## Instructions to follow
From the records below, transcribe exactly the lines that begin at the line with "co fn moveto" and end at the line with "0 751 translate 1 -1 scale", both included.

## Excerpts from a dataset
__________________________________________________
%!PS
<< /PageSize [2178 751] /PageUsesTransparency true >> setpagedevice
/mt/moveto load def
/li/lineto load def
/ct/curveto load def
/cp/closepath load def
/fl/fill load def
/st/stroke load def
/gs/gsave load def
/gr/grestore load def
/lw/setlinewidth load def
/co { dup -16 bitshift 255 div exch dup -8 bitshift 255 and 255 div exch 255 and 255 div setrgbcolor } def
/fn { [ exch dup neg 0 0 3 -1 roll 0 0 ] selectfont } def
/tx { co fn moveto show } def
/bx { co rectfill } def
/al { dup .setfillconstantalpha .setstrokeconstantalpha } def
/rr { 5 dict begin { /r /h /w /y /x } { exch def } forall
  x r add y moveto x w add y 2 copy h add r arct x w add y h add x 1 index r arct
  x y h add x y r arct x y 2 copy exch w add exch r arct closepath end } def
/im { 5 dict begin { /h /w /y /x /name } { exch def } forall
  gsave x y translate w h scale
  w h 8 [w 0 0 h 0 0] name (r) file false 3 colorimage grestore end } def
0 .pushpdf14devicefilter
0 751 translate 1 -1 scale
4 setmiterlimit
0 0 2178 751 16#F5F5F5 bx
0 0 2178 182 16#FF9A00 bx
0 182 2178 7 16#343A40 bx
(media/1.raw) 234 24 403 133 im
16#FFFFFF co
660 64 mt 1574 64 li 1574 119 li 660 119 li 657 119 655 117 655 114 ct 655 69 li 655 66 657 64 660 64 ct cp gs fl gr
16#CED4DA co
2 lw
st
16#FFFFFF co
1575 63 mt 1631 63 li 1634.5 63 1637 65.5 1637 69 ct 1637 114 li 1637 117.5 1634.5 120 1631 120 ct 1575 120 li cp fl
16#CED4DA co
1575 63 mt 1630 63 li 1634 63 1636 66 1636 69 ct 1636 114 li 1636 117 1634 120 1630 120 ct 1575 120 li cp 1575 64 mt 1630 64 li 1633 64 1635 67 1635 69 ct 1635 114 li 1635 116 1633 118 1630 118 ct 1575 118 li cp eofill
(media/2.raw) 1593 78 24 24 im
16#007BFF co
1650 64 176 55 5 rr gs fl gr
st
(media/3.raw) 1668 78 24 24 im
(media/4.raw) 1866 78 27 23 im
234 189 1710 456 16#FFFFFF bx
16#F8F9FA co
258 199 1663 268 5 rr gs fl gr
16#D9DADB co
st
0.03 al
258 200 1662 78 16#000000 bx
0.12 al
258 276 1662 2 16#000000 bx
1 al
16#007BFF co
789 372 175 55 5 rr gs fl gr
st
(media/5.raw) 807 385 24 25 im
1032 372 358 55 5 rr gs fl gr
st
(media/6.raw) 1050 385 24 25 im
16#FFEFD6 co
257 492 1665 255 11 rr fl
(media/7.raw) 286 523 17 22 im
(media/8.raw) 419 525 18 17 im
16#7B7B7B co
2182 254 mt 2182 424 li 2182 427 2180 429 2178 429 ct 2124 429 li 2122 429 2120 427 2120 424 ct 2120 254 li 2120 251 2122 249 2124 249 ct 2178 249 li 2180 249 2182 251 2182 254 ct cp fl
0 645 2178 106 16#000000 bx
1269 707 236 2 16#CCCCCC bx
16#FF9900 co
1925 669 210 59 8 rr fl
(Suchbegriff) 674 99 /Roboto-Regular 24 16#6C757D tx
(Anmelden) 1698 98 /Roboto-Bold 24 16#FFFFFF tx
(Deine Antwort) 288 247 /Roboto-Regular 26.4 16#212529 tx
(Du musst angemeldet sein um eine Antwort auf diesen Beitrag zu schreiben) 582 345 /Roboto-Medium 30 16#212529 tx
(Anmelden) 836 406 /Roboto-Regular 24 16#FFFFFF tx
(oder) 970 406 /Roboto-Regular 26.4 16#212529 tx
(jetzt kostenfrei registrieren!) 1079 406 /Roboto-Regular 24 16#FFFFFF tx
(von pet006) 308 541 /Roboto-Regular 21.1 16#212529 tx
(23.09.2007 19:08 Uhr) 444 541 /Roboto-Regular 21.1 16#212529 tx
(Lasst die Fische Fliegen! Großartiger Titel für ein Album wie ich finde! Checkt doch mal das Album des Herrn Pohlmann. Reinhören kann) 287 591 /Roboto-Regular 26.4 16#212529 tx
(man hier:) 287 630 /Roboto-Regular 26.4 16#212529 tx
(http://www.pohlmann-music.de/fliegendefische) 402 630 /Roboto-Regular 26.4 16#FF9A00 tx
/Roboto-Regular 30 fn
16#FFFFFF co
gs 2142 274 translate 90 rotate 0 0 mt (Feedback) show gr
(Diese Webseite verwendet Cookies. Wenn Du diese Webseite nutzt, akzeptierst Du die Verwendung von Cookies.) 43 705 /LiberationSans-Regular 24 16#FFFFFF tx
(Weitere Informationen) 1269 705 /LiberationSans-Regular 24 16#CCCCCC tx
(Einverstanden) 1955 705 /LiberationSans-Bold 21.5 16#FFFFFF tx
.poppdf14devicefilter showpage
__________________________________________________
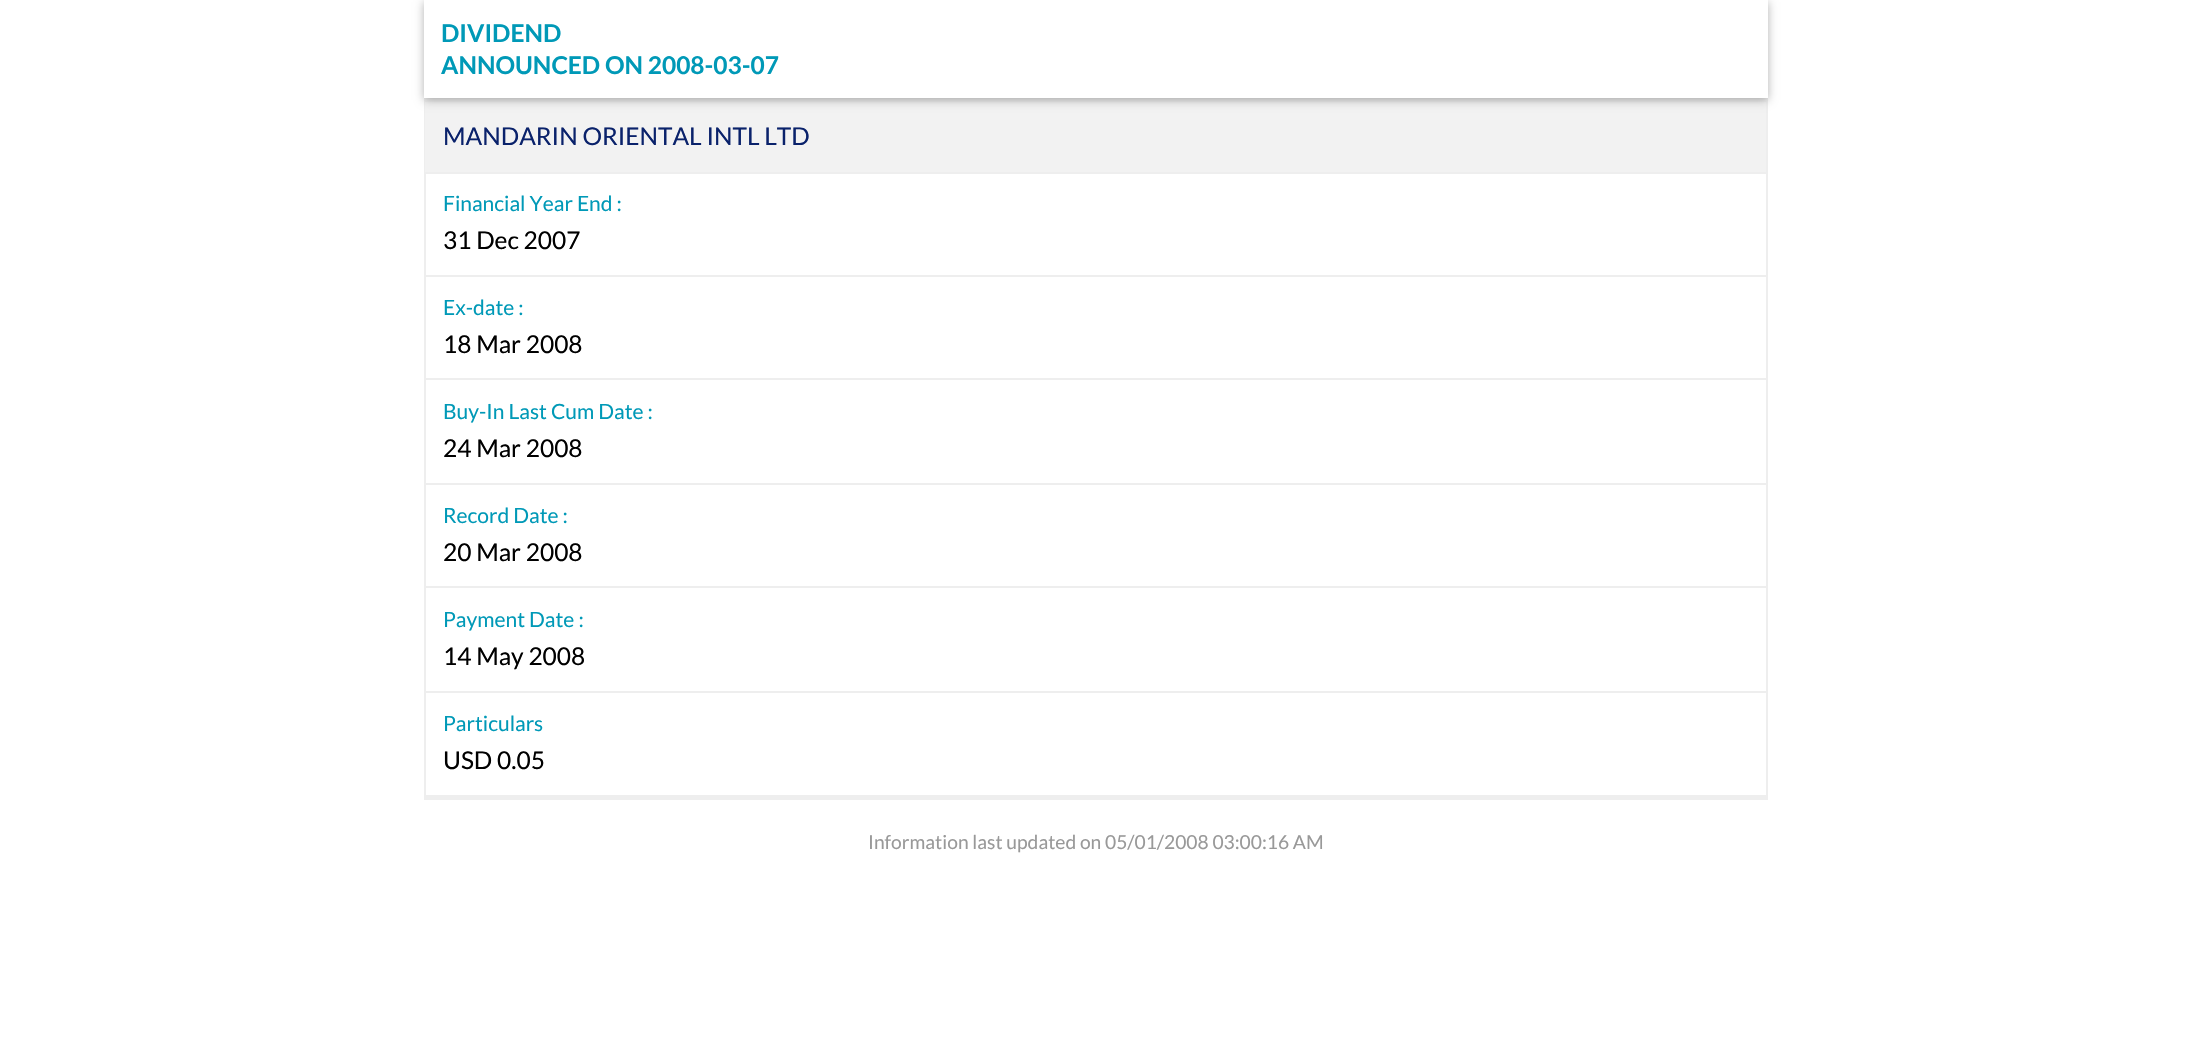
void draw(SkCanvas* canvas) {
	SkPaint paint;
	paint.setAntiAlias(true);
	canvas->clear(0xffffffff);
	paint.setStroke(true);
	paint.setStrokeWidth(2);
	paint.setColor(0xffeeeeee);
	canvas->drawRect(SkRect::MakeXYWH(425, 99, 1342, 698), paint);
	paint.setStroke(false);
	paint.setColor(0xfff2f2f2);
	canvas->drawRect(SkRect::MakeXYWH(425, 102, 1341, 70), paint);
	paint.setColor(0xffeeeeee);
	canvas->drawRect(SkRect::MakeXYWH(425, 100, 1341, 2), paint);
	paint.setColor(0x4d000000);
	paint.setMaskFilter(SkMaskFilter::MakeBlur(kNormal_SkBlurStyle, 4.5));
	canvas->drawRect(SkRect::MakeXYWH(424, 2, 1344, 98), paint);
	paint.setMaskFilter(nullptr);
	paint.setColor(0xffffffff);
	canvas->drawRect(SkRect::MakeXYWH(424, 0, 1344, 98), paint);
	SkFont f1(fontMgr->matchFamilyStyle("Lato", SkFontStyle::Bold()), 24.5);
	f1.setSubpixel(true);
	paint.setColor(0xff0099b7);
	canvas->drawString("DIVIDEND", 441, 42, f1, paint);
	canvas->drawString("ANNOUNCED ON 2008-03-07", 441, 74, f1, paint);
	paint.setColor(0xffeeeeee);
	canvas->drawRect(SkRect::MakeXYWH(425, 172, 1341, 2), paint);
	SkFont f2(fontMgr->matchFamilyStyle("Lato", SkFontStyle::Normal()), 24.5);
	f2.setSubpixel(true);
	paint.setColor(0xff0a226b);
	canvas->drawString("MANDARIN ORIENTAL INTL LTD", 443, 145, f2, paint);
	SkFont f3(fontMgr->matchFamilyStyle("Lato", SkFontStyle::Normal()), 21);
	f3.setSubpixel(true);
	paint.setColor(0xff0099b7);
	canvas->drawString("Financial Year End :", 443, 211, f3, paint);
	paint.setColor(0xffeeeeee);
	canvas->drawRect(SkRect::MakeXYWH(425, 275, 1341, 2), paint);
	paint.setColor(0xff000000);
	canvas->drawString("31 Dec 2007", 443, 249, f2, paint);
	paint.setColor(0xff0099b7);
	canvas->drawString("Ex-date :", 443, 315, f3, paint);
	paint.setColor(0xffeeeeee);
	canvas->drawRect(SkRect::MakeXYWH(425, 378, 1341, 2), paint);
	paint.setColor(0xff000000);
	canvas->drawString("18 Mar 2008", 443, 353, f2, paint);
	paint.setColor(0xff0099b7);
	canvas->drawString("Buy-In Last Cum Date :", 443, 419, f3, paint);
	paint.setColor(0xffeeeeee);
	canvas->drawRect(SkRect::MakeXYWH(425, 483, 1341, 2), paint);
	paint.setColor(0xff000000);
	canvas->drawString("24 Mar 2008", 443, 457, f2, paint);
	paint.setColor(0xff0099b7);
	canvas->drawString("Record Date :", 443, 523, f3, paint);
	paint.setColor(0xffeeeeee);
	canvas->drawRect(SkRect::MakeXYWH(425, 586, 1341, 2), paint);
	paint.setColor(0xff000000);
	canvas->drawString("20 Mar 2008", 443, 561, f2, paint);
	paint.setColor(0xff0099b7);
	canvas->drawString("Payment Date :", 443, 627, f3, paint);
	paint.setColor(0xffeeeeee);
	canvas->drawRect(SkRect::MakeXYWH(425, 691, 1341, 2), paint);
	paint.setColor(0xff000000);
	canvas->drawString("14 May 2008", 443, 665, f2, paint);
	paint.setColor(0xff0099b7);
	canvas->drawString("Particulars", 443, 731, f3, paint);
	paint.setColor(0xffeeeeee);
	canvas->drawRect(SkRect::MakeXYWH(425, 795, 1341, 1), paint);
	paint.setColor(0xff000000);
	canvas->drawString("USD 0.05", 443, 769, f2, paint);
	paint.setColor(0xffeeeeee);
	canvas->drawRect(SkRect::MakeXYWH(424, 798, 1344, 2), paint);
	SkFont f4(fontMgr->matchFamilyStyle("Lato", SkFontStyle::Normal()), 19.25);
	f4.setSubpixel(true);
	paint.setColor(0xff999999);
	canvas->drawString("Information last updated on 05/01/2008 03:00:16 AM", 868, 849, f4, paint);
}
__________________________________________________
## Output below
/tx { co fn moveto show } def
/bx { co rectfill } def
/al { dup .setfillconstantalpha .setstrokeconstantalpha } def
/rr { 5 dict begin { /r /h /w /y /x } { exch def } forall
  x r add y moveto x w add y 2 copy h add r arct x w add y h add x 1 index r arct
  x y h add x y r arct x y 2 copy exch w add exch r arct closepath end } def
/im { 5 dict begin { /h /w /y /x /name } { exch def } forall
  gsave x y translate w h scale
  w h 8 [w 0 0 h 0 0] name (r) file false 3 colorimage grestore end } def
0 .pushpdf14devicefilter
0 751 translate 1 -1 scale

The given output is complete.